In reading this reading, we need to remember the material (largely parables) that immediately preceed this section.  If you will remember, the previous Sunday acquainted us with Jesus’ directions about taking seats of honor, and of whom it is that we really ought to invite to dinner.  Another reading, not used in the continuing reading during these Sundays, describes the invitations of the Wedding Feast which are disregarded by those invited.  The host goes out to the streets and alleys to invite new guests.  In that context we can read how “large crowds were traveling with Jesus”, and it doesn’t take too much imagination to see what Luke wants us to see, that these crowds were made up of the needy and impoverished.   To these, Jesus talks about discipleship, those who ought to follow him, and what the cost of such a following might be.  His commentary on the value of family, relationships, and possessions stands in sharp contrast to the social realities of his own time. 

Breaking open the Gospel:
  1. Which of your many relationships is most valuable to you?
  2. Could you give up any of these relationships for your faith?
  3. What does being a disciple mean to you?
Pr.
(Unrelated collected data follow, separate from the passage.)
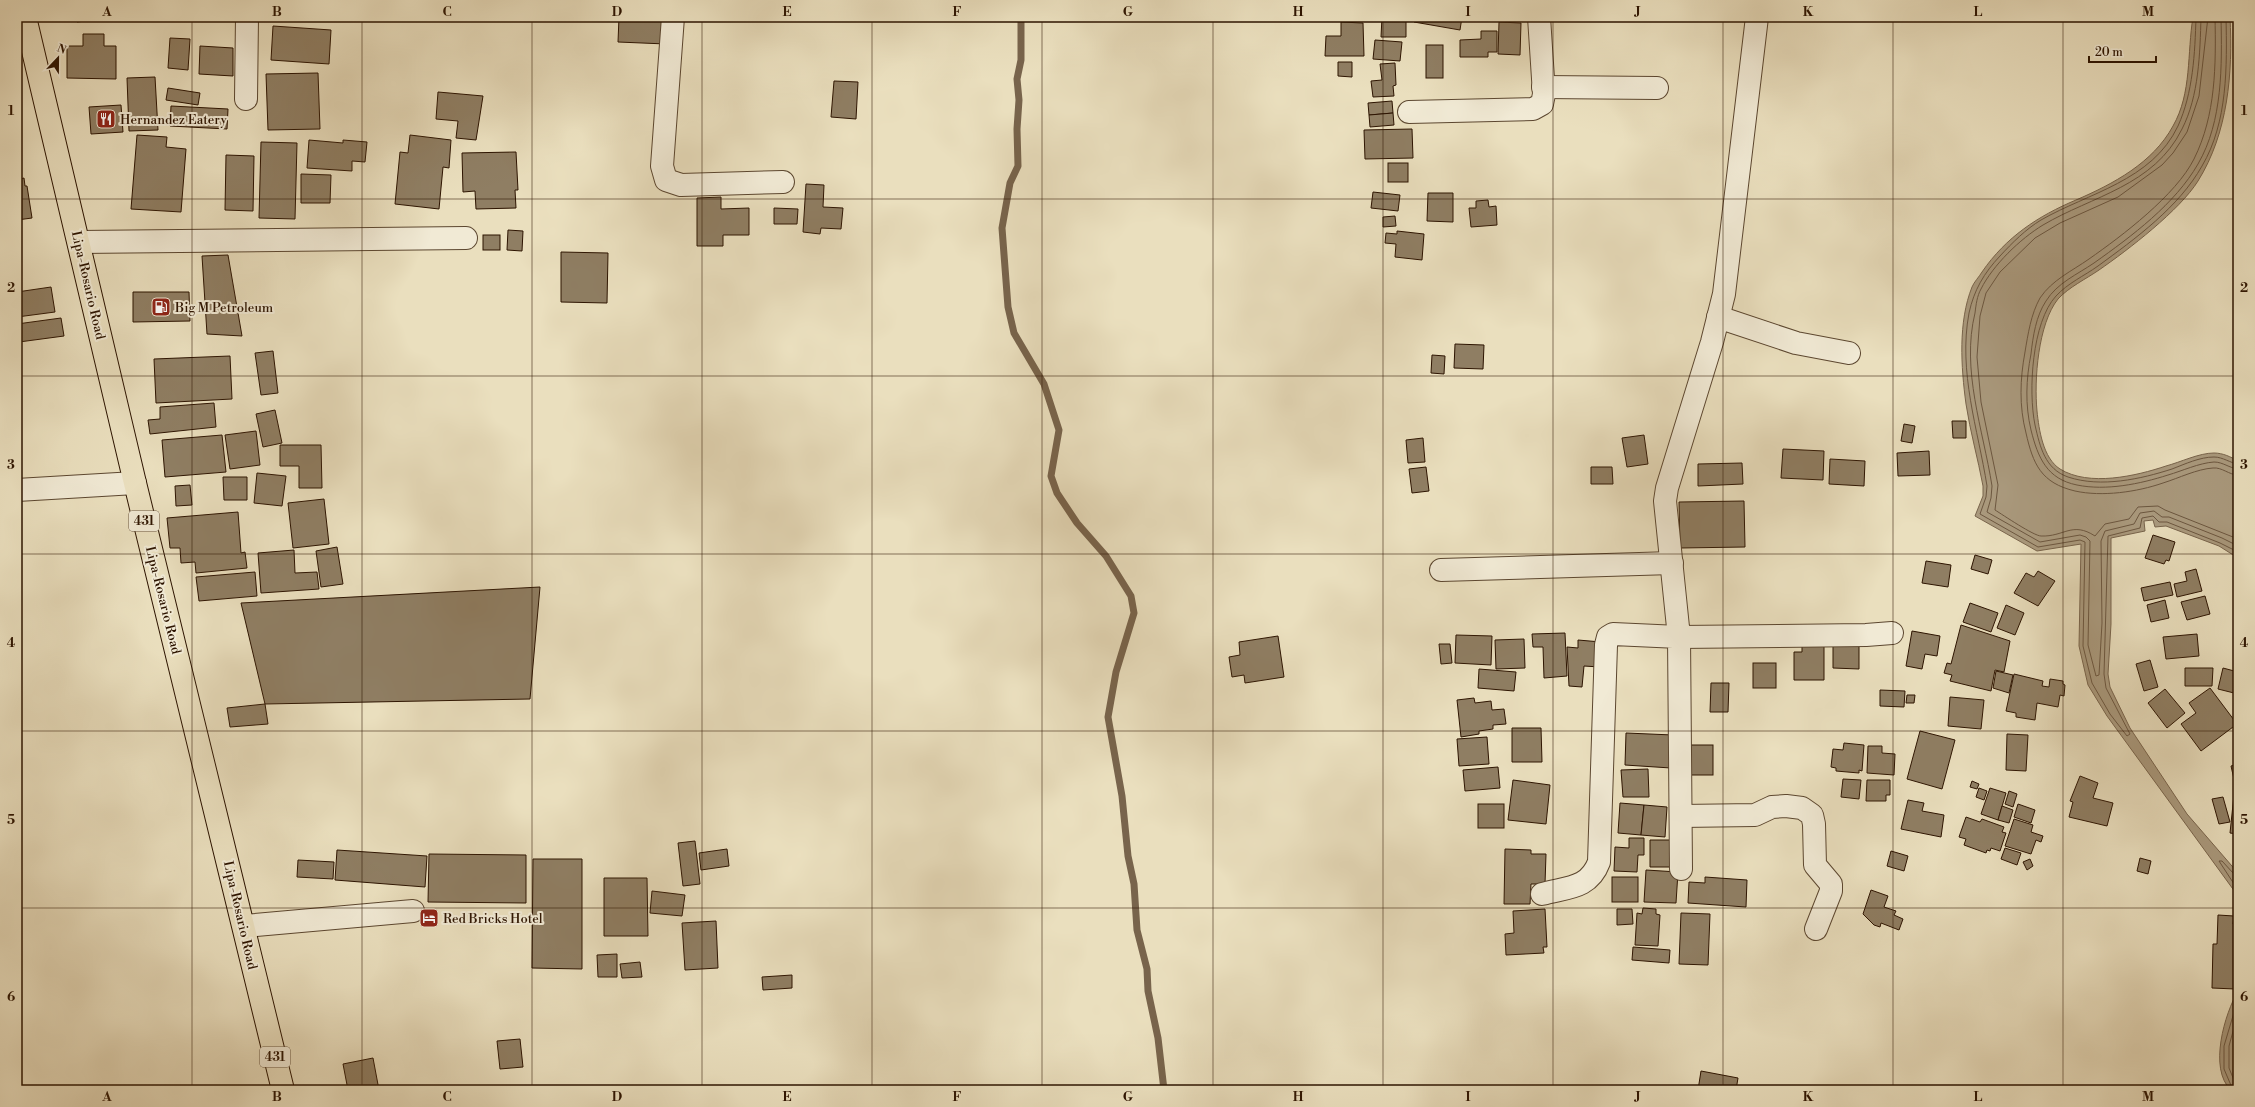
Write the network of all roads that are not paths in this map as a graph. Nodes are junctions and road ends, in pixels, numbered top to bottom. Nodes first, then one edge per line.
1 (25, 17) edge
2 (247, 17) edge
3 (673, 17) edge
4 (1539, 17) edge
5 (1757, 17) edge
6 (1543, 86) junction
7 (1657, 88) dead end
8 (246, 99) dead end
9 (1409, 112) dead end
10 (783, 182) dead end
11 (466, 238) dead end
12 (79, 242) junction
13 (1718, 317) junction
14 (1849, 353) dead end
15 (135, 484) junction
16 (17, 490) edge
17 (1672, 563) junction
18 (1441, 570) dead end
19 (1892, 633) dead end
20 (1679, 637) junction
21 (1681, 816) junction
22 (1682, 869) dead end
23 (1542, 894) dead end
24 (413, 910) dead end
25 (244, 926) junction
26 (1816, 929) dead end
27 (283, 1090) edge

1 - 12 main road, Lipa-Rosario Road / 431
2 - 8 street
3 - 10 street
4 - 6 street
5 - 13 street
6 - 7 street
6 - 9 street
11 - 12 street
12 - 15 main road, Lipa-Rosario Road / 431
13 - 14 street
13 - 17 street
15 - 16 street
15 - 25 main road, Lipa-Rosario Road / 431
17 - 18 street
17 - 20 street
19 - 20 street
20 - 21 street
20 - 23 street
21 - 22 street
21 - 26 street
24 - 25 street
25 - 27 main road, Lipa-Rosario Road / 431

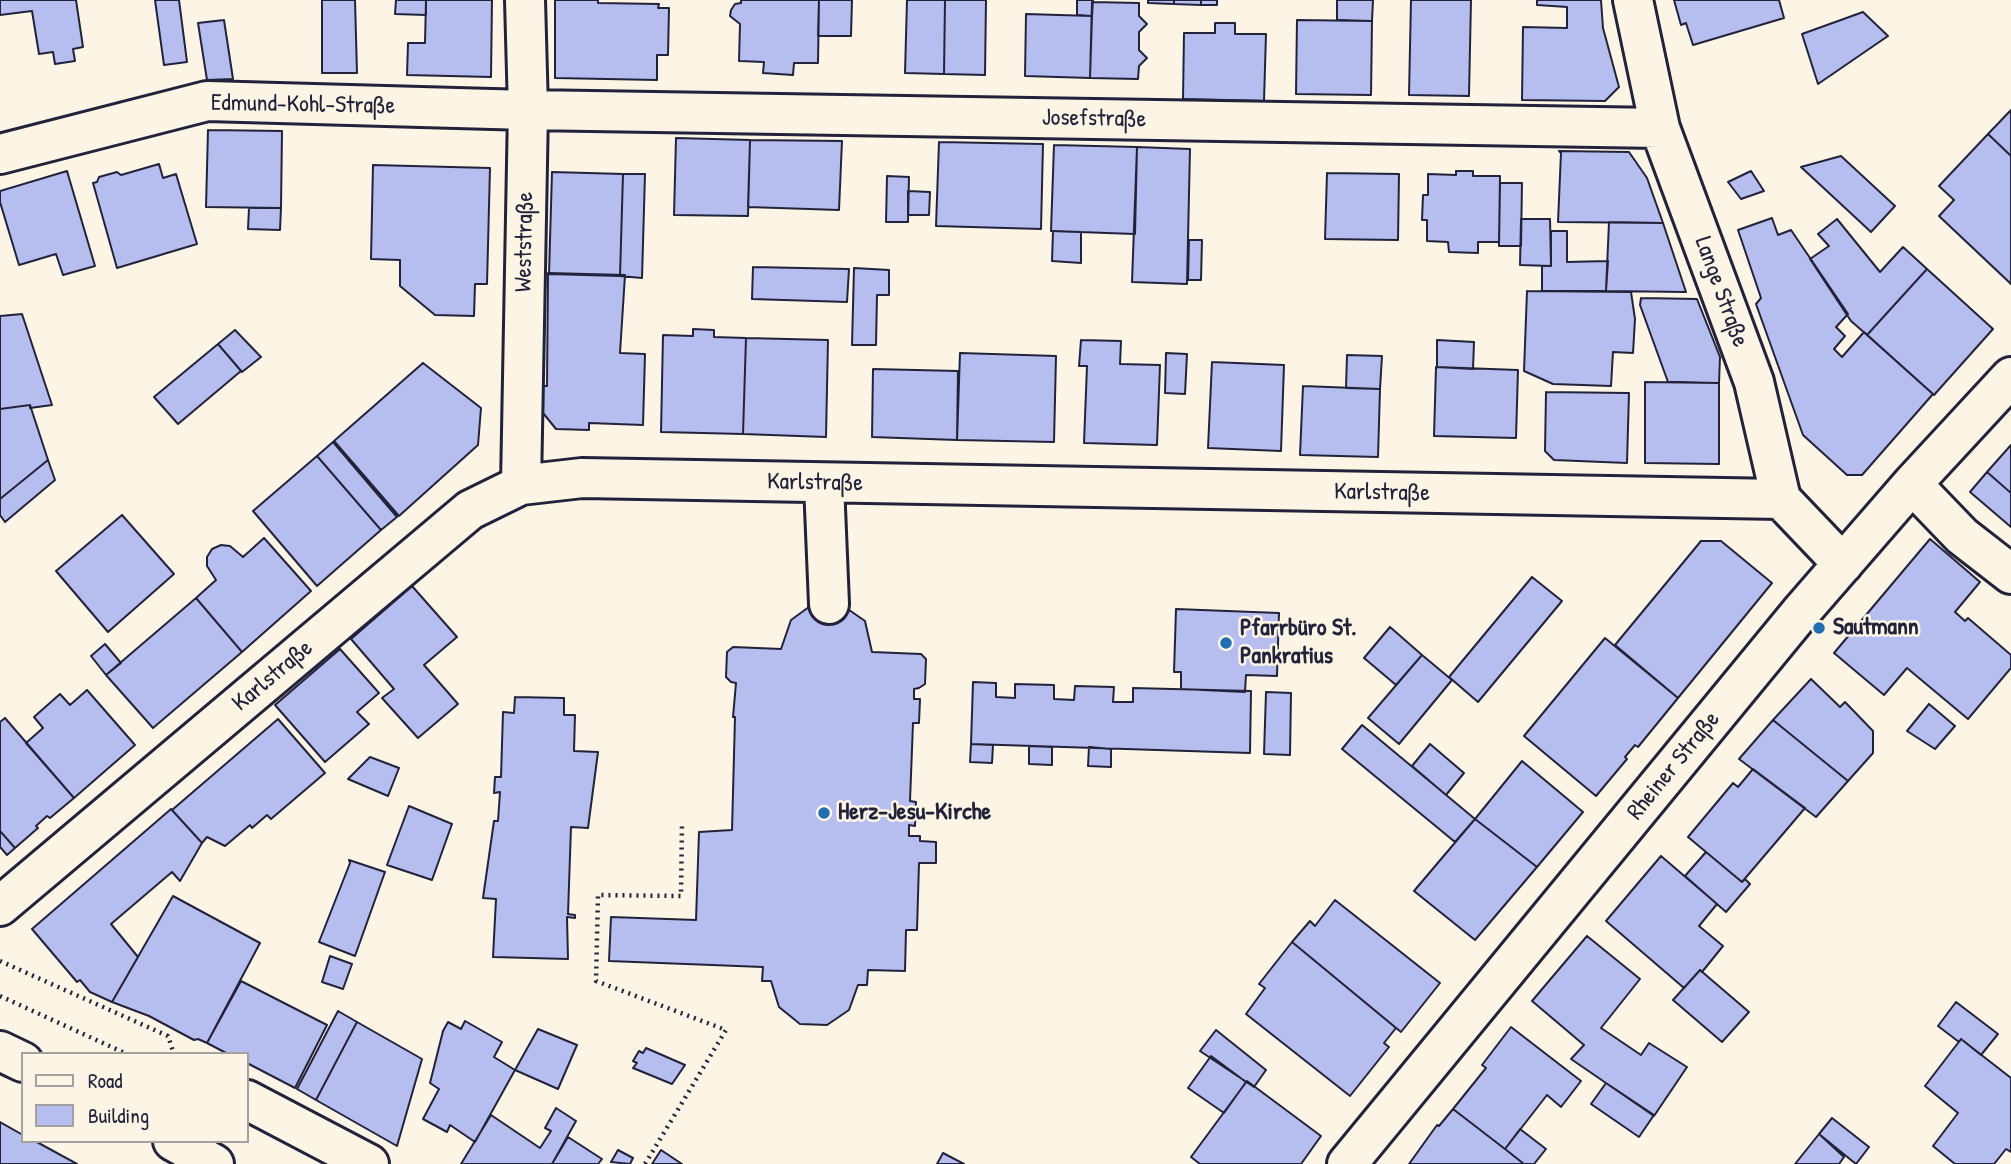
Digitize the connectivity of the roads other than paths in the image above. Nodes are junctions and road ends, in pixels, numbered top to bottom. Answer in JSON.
{"nodes":[{"id":1,"x":525,"y":0,"type":"edge"},
{"id":2,"x":1633,"y":0,"type":"edge"},
{"id":3,"x":528,"y":110,"type":"junction"},
{"id":4,"x":1660,"y":128,"type":"junction"},
{"id":5,"x":0,"y":154,"type":"edge"},
{"id":6,"x":2011,"y":377,"type":"edge"},
{"id":7,"x":824,"y":484,"type":"junction"},
{"id":8,"x":1912,"y":484,"type":"junction"},
{"id":9,"x":521,"y":485,"type":"junction"},
{"id":10,"x":1781,"y":499,"type":"junction"},
{"id":11,"x":1843,"y":564,"type":"junction"},
{"id":12,"x":2011,"y":574,"type":"edge"},
{"id":13,"x":830,"y":604,"type":"dead end"},
{"id":14,"x":0,"y":906,"type":"edge"},
{"id":15,"x":0,"y":1051,"type":"edge"},
{"id":16,"x":21,"y":1061,"type":"edge"},
{"id":17,"x":248,"y":1101,"type":"edge"},
{"id":18,"x":177,"y":1143,"type":"edge"},
{"id":19,"x":214,"y":1164,"type":"edge"},
{"id":20,"x":369,"y":1164,"type":"edge"},
{"id":21,"x":1347,"y":1164,"type":"edge"}],
"edges":[{"from":1,"to":3,"type":"street","name":"Weststraße"},
{"from":2,"to":4,"type":"street","name":"Lange Straße"},
{"from":3,"to":4,"type":"street","name":"Josefstraße"},
{"from":3,"to":5,"type":"street","name":"Edmund-Kohl-Straße"},
{"from":3,"to":9,"type":"street","name":"Weststraße"},
{"from":4,"to":10,"type":"street","name":"Lange Straße"},
{"from":6,"to":8,"type":"street","name":"Rheiner Straße"},
{"from":7,"to":9,"type":"street","name":"Karlstraße"},
{"from":7,"to":10,"type":"street","name":"Karlstraße"},
{"from":7,"to":13,"type":"street"},
{"from":8,"to":11,"type":"street","name":"Rheiner Straße"},
{"from":8,"to":12,"type":"street"},
{"from":9,"to":14,"type":"street","name":"Karlstraße"},
{"from":10,"to":11,"type":"street"},
{"from":11,"to":21,"type":"street","name":"Rheiner Straße"},
{"from":15,"to":16,"type":"street"},
{"from":17,"to":20,"type":"street"},
{"from":18,"to":19,"type":"street"}]}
Dietrich Bonhöffer

Contemporary Reading: “Discipleship and the Individual” from The Cost of Discipleship, Dietrich Bonhöffer.

If any man cometh unto me, and hateth not his own father, 
and mother, and wife, and children, and brethren, and 
sisters, yea, and his own life also, he cannot be my disciple. 
( Luke 14.26)
Through the call of Jesus men become 
individuals. Willy-nilly, they are compelled to decide, 
and that decision can only be made by themselves. 
It is no choice of their own that makes them individuals: it is Christ who makes them individuals by calling them. Every man is called separately, and must 
follow alone. But men are frightened of solitude, and 
they try to protect themselves from it by merging 
themselves in the society of their fellow-men and in 
their material environment. They become suddenly 
aware of their responsibilities and duties, and are 
loath to part with them. But all this is only a cloak 
to protect them from having to make a decision. They 
are unwilling to stand alone before Jesus and to be 
compelled to decide with their eyes fixed on him alone. 
Yet neither father nor mother, neither wife nor child, 
neither nationality nor tradition, can protect a man 
at the moment of his call. It is Christ's will that he 
should be thus isolated, and that he should fix his 
eyes solely upon him.

Dietrich Bonhoeffer, (4 February 1906 – 9 April 1945) was a German Lutheran pastor and theologian. He was also a participant in the German Resistance movement against Nazism, a founding member of the Confessing Church. His involvement in plans by members of the Abwehr (the German Military Intelligence Office) to assassinate Adolf Hitler resulted in his arrest in April 1943 and his subsequent execution by hanging in April 1945, shortly before the war's end. His view of Christianity's role in the secular world has become very influential.

After breaking open the Word, you might want to pray the Collect for Sunday:

Grant us, O Lord, to trust in you with all our hearts; for, as you always resist the proud who confide in their own strength, so you never forsake those who make their boast of your mercy; through Jesus Christ our Lord, who lives and reigns with you and the Holy Spirit, one God, now and for ever. Amen.